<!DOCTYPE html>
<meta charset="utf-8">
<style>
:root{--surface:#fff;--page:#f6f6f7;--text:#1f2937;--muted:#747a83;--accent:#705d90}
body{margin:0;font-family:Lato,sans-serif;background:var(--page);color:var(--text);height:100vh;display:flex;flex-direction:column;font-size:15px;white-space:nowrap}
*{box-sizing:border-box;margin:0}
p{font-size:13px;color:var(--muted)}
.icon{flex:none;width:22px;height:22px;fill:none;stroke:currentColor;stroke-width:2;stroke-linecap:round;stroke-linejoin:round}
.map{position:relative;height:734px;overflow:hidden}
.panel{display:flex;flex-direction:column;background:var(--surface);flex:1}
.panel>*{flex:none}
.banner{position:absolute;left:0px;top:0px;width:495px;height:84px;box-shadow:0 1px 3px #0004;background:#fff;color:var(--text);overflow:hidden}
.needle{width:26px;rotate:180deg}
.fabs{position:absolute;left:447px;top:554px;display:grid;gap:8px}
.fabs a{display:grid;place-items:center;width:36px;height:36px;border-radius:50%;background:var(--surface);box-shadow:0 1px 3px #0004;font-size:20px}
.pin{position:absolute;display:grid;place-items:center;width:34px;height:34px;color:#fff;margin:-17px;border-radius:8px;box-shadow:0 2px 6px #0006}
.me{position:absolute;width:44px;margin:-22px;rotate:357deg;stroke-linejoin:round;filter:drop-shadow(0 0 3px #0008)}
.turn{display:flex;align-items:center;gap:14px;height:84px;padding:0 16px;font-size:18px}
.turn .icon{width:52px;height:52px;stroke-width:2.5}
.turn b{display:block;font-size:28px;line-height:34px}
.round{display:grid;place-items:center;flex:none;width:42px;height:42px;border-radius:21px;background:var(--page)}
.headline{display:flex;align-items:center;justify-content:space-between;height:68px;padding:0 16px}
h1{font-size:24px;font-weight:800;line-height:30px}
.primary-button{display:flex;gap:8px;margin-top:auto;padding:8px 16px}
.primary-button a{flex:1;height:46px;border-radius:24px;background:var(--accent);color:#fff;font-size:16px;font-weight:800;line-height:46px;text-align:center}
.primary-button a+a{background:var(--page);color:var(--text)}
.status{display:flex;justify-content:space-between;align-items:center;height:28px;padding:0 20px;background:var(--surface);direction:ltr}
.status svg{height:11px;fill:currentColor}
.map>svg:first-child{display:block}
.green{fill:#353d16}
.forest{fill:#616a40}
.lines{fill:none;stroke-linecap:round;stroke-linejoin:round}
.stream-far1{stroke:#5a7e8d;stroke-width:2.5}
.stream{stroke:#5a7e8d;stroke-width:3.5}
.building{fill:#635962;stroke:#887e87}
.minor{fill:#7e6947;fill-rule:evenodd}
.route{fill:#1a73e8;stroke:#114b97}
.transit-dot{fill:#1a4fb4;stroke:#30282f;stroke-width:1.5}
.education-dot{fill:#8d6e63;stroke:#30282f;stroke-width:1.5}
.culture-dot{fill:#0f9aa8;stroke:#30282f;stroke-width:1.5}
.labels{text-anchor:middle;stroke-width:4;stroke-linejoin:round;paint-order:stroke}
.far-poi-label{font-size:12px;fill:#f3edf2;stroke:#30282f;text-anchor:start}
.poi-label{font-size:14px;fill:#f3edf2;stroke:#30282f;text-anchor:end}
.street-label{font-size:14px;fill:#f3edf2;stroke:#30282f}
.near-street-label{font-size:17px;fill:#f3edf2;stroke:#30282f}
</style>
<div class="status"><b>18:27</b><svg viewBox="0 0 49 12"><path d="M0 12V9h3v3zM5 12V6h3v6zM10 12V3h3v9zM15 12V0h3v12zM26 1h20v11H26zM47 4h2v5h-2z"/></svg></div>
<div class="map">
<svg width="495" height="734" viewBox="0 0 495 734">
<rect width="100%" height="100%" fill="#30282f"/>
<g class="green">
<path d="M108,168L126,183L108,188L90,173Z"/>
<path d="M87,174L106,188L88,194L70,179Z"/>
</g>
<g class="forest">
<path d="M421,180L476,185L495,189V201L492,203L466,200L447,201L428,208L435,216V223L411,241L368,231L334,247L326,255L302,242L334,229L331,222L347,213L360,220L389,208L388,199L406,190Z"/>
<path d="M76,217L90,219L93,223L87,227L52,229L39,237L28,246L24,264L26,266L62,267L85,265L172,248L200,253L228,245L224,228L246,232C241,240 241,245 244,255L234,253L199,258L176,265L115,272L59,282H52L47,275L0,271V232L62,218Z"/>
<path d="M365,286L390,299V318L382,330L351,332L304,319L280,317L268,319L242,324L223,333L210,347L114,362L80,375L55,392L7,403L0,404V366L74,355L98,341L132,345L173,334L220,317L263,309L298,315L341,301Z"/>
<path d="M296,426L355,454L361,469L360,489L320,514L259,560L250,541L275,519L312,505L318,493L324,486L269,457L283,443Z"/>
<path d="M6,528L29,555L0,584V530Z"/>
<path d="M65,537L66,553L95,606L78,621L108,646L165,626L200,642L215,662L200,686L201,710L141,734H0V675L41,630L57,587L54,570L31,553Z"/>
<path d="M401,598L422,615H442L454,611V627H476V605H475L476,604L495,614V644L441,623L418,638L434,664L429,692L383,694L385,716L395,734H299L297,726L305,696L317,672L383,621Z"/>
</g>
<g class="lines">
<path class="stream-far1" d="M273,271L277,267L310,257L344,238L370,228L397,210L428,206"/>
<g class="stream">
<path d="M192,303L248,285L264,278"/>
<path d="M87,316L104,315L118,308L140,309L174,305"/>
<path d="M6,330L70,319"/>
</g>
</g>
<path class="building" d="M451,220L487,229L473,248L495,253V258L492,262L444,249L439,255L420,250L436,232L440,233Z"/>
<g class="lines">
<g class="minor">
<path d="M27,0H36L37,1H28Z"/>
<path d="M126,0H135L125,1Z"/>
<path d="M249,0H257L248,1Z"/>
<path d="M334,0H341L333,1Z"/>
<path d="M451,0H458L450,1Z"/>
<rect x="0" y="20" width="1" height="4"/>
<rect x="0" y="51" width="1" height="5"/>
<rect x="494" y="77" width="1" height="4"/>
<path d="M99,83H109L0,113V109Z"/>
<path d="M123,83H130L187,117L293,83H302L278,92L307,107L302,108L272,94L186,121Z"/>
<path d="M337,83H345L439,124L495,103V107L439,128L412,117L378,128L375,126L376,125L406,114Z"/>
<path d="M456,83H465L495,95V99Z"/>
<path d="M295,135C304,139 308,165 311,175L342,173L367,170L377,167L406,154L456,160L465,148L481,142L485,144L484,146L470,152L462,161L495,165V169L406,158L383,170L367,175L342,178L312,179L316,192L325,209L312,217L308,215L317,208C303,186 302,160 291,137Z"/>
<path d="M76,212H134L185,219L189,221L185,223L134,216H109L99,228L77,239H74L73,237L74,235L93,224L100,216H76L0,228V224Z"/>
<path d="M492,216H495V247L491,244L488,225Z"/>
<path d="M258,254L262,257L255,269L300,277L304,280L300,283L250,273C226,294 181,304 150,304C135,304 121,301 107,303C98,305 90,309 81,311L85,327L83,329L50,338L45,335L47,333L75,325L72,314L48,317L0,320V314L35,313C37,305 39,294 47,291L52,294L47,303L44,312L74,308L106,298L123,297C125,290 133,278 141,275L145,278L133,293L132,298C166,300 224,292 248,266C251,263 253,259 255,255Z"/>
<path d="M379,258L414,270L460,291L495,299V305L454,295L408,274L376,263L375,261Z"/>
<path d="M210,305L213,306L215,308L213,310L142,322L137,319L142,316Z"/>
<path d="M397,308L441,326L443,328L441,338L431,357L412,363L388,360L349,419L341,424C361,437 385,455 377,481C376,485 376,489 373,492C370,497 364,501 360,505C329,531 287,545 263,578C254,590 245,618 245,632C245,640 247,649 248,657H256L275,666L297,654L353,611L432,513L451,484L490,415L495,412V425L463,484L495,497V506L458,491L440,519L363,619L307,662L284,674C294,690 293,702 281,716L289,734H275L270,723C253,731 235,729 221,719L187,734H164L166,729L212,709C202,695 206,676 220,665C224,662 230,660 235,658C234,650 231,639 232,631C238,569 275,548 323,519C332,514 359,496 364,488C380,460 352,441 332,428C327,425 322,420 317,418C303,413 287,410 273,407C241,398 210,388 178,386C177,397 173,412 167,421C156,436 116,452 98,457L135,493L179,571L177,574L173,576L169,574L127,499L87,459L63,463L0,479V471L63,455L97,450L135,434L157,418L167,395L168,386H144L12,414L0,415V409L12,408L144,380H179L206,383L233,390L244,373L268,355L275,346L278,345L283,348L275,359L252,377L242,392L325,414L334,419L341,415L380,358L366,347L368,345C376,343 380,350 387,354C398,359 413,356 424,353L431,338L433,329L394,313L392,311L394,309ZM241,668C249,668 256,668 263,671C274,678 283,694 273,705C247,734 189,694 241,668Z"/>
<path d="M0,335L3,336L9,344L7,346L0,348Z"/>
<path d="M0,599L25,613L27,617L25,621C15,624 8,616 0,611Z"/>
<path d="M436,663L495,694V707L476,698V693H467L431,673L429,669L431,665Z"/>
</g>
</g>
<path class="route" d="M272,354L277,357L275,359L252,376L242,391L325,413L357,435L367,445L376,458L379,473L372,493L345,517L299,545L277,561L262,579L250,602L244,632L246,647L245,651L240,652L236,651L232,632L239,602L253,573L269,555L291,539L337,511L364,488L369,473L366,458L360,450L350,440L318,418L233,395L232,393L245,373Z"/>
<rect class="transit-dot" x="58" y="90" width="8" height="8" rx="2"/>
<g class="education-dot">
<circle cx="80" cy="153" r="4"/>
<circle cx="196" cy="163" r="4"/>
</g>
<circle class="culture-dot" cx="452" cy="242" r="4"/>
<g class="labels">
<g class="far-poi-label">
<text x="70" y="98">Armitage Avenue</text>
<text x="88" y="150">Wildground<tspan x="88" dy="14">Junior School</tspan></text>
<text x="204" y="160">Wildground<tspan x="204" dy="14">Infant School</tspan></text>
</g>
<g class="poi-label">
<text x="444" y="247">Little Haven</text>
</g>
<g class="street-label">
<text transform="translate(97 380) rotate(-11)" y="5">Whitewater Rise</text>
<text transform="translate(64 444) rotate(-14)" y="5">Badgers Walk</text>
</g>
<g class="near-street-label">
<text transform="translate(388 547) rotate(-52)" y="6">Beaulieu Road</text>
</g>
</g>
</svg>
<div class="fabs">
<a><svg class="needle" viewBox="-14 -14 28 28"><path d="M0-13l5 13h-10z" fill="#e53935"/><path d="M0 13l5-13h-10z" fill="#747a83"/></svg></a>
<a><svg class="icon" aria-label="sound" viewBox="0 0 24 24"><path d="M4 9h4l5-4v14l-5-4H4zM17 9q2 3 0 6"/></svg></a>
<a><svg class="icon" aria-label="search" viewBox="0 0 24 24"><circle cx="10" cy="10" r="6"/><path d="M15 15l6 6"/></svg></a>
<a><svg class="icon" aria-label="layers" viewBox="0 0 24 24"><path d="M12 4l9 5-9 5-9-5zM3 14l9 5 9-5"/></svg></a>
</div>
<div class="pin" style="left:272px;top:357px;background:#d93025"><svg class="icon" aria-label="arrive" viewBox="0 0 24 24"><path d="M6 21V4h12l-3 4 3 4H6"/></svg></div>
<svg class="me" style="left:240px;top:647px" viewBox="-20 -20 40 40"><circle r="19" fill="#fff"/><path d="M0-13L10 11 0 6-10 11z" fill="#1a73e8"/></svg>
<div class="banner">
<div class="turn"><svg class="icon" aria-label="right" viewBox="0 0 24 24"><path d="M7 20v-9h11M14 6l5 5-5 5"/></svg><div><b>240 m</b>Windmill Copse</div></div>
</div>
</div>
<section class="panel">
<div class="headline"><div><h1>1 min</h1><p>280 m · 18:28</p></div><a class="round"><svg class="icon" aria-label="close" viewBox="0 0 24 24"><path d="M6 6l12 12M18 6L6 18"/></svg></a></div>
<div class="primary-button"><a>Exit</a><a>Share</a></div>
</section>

---

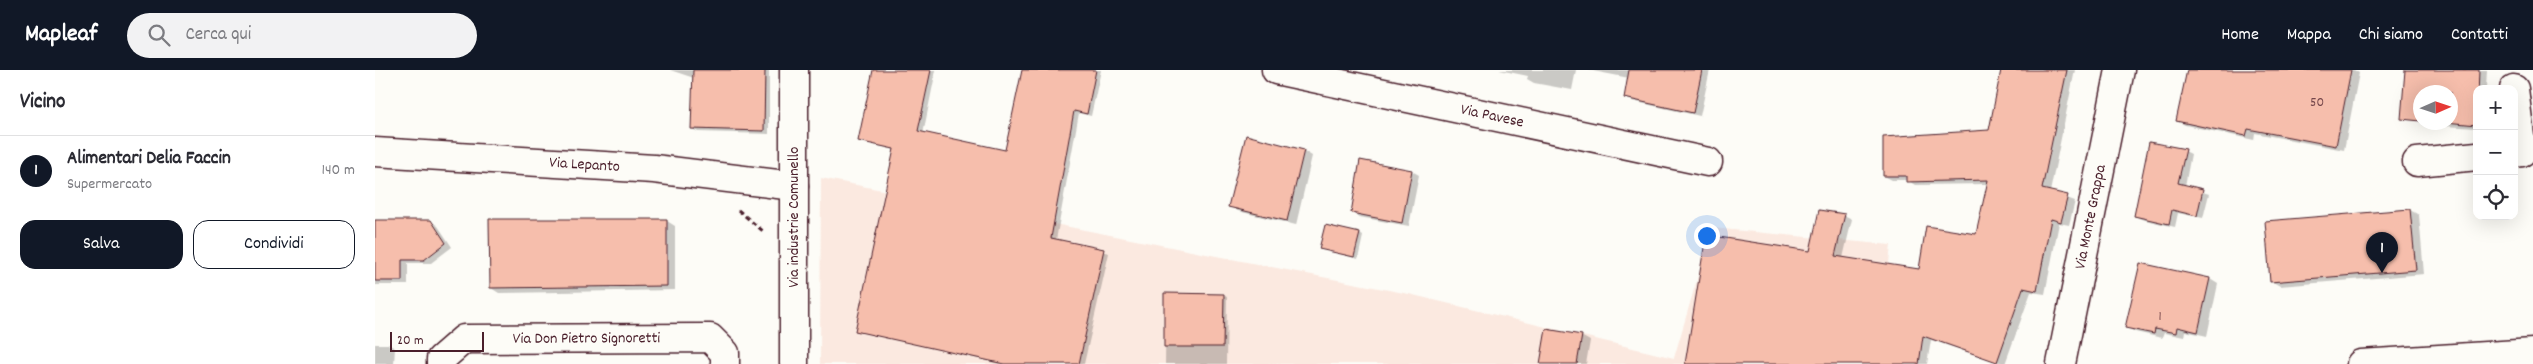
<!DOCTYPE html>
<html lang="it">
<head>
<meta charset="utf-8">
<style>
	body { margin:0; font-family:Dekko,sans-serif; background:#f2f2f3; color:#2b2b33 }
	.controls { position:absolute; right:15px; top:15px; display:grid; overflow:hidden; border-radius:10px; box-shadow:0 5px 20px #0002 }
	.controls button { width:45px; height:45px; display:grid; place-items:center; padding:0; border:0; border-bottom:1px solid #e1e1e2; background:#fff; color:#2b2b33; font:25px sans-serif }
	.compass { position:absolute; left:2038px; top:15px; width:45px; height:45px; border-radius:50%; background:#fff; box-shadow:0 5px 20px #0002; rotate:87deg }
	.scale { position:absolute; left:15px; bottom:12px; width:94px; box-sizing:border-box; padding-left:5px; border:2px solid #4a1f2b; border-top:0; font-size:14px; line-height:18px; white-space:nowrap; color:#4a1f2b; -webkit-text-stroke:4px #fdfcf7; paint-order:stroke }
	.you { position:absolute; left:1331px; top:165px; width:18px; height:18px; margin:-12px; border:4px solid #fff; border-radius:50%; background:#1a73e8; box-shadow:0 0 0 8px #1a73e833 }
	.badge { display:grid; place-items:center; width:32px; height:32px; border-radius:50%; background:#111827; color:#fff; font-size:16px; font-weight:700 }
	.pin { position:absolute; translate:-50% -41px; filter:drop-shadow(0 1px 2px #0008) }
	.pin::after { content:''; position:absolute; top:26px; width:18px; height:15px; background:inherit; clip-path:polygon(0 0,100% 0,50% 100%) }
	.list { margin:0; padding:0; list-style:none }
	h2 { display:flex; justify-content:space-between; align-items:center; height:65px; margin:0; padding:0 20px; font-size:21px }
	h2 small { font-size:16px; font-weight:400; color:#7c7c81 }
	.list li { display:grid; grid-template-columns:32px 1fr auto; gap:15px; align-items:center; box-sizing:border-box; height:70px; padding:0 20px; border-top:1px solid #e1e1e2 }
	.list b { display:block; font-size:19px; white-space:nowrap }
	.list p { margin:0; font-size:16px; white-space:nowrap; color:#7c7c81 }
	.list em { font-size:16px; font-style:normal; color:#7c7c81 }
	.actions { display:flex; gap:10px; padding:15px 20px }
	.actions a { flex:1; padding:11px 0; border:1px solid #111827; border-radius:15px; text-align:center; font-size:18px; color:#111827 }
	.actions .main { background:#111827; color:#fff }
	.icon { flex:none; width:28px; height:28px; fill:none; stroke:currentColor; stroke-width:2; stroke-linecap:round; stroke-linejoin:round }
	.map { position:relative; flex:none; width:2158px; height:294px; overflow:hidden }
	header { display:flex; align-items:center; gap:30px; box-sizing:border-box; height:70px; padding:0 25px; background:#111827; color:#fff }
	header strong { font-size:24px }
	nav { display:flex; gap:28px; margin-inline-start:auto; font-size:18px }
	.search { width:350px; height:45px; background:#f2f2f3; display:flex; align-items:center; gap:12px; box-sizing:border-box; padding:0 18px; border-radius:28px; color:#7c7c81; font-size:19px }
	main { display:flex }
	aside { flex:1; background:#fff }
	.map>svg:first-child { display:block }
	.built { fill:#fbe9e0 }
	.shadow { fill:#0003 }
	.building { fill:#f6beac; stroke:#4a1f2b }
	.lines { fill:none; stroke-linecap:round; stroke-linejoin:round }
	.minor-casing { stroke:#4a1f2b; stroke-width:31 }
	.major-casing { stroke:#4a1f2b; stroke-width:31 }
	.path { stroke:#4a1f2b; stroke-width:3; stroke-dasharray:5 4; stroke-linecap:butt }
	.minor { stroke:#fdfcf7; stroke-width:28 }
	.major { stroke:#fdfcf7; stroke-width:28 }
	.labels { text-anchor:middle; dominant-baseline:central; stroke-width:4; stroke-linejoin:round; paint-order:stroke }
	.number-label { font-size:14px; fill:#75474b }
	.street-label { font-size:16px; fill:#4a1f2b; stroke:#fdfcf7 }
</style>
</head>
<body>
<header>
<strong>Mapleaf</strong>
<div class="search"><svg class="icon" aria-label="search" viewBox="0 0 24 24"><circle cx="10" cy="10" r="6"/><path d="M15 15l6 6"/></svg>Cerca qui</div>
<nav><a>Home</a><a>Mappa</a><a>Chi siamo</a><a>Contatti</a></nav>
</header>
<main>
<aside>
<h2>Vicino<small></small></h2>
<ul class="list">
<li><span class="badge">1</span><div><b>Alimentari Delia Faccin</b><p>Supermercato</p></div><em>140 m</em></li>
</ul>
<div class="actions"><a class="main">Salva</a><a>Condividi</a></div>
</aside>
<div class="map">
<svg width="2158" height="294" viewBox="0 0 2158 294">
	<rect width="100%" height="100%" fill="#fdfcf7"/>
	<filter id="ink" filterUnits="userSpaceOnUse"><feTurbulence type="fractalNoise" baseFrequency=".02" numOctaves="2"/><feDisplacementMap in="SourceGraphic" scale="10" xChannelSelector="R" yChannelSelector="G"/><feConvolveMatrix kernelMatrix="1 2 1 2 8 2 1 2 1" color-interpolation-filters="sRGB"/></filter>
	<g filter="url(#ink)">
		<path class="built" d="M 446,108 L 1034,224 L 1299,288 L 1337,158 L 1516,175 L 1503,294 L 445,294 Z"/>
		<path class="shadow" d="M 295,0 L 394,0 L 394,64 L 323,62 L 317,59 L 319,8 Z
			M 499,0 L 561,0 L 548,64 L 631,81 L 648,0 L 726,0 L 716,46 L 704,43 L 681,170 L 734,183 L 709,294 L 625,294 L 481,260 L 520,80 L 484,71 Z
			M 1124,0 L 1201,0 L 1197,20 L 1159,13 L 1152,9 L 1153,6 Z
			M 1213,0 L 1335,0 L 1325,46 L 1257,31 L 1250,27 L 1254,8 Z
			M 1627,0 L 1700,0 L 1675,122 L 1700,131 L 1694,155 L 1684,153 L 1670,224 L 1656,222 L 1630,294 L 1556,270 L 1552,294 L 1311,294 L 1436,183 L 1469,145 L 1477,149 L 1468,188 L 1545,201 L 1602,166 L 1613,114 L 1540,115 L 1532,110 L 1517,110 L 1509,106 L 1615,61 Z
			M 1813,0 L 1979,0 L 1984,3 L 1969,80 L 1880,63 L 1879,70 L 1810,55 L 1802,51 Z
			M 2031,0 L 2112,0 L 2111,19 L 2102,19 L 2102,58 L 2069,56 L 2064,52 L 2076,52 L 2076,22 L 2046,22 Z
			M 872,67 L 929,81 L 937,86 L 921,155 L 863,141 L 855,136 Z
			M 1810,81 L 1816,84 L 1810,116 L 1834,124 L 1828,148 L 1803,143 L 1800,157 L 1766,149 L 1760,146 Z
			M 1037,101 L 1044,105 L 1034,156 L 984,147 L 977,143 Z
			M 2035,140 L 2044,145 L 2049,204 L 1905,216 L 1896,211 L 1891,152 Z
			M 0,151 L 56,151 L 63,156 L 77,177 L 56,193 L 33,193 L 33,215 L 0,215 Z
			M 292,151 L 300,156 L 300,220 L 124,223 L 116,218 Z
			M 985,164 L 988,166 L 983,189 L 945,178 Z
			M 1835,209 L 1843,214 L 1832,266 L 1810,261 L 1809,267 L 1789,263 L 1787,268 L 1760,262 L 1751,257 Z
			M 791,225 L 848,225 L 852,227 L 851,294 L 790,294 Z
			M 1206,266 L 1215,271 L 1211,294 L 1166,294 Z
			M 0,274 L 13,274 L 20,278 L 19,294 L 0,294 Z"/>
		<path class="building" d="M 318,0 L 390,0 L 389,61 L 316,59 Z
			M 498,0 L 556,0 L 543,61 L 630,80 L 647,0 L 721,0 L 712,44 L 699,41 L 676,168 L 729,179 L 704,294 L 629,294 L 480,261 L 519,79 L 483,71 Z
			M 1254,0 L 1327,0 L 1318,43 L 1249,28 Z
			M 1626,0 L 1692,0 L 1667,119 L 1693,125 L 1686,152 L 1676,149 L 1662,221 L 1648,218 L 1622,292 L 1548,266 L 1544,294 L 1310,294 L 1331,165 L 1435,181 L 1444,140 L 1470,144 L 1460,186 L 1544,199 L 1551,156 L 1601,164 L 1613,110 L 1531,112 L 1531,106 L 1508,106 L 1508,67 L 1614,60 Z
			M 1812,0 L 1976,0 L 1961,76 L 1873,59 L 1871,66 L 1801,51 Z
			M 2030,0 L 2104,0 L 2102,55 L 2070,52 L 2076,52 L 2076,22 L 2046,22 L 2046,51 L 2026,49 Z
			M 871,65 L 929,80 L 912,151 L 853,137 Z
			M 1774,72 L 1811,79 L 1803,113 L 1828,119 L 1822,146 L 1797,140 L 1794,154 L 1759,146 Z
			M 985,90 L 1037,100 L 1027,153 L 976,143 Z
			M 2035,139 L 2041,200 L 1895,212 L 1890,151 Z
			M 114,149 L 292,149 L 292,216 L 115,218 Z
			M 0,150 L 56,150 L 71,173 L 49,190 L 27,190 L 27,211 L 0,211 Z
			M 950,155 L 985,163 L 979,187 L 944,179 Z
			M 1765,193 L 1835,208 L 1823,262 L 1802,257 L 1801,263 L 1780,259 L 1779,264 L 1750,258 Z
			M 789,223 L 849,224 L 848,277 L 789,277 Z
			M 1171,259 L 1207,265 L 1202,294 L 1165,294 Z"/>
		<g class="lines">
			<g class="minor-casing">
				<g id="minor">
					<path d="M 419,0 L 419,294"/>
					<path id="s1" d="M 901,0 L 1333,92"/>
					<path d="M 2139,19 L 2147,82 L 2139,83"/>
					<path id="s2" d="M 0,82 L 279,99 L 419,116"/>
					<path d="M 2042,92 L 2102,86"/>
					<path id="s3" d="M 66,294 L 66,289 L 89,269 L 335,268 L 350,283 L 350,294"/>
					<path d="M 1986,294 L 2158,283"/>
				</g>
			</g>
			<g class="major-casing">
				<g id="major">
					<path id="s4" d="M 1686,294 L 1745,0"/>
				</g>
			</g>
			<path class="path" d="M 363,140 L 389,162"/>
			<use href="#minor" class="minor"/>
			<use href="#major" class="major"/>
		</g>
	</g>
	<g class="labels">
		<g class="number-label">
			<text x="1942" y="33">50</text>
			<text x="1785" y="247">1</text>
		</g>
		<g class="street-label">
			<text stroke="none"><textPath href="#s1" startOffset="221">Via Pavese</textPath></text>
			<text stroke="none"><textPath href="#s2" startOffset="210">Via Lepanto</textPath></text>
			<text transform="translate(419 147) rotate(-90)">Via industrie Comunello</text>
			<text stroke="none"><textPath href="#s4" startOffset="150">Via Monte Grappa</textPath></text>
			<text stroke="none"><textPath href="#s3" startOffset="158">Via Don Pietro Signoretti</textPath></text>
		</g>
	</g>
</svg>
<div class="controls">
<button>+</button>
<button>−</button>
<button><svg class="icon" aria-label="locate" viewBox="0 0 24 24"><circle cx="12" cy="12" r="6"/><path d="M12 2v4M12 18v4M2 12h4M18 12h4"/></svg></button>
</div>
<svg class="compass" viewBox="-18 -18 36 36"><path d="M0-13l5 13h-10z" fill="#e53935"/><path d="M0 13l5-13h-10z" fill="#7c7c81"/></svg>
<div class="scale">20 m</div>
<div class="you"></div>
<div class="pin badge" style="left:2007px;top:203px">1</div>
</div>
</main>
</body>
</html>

- _WORK INSTRUCTIONS_: List all lines in the material containing the string "linecap".

- _OUTPUT FOR THIS EXERCISE_:
.icon{flex:none;width:22px;height:22px;fill:none;stroke:currentColor;stroke-width:2;stroke-linecap:round;stroke-linejoin:round}
.lines{fill:none;stroke-linecap:round;stroke-linejoin:round}
	.icon { flex:none; width:28px; height:28px; fill:none; stroke:currentColor; stroke-width:2; stroke-linecap:round; stroke-linejoin:round }
	.lines { fill:none; stroke-linecap:round; stroke-linejoin:round }
	.path { stroke:#4a1f2b; stroke-width:3; stroke-dasharray:5 4; stroke-linecap:butt }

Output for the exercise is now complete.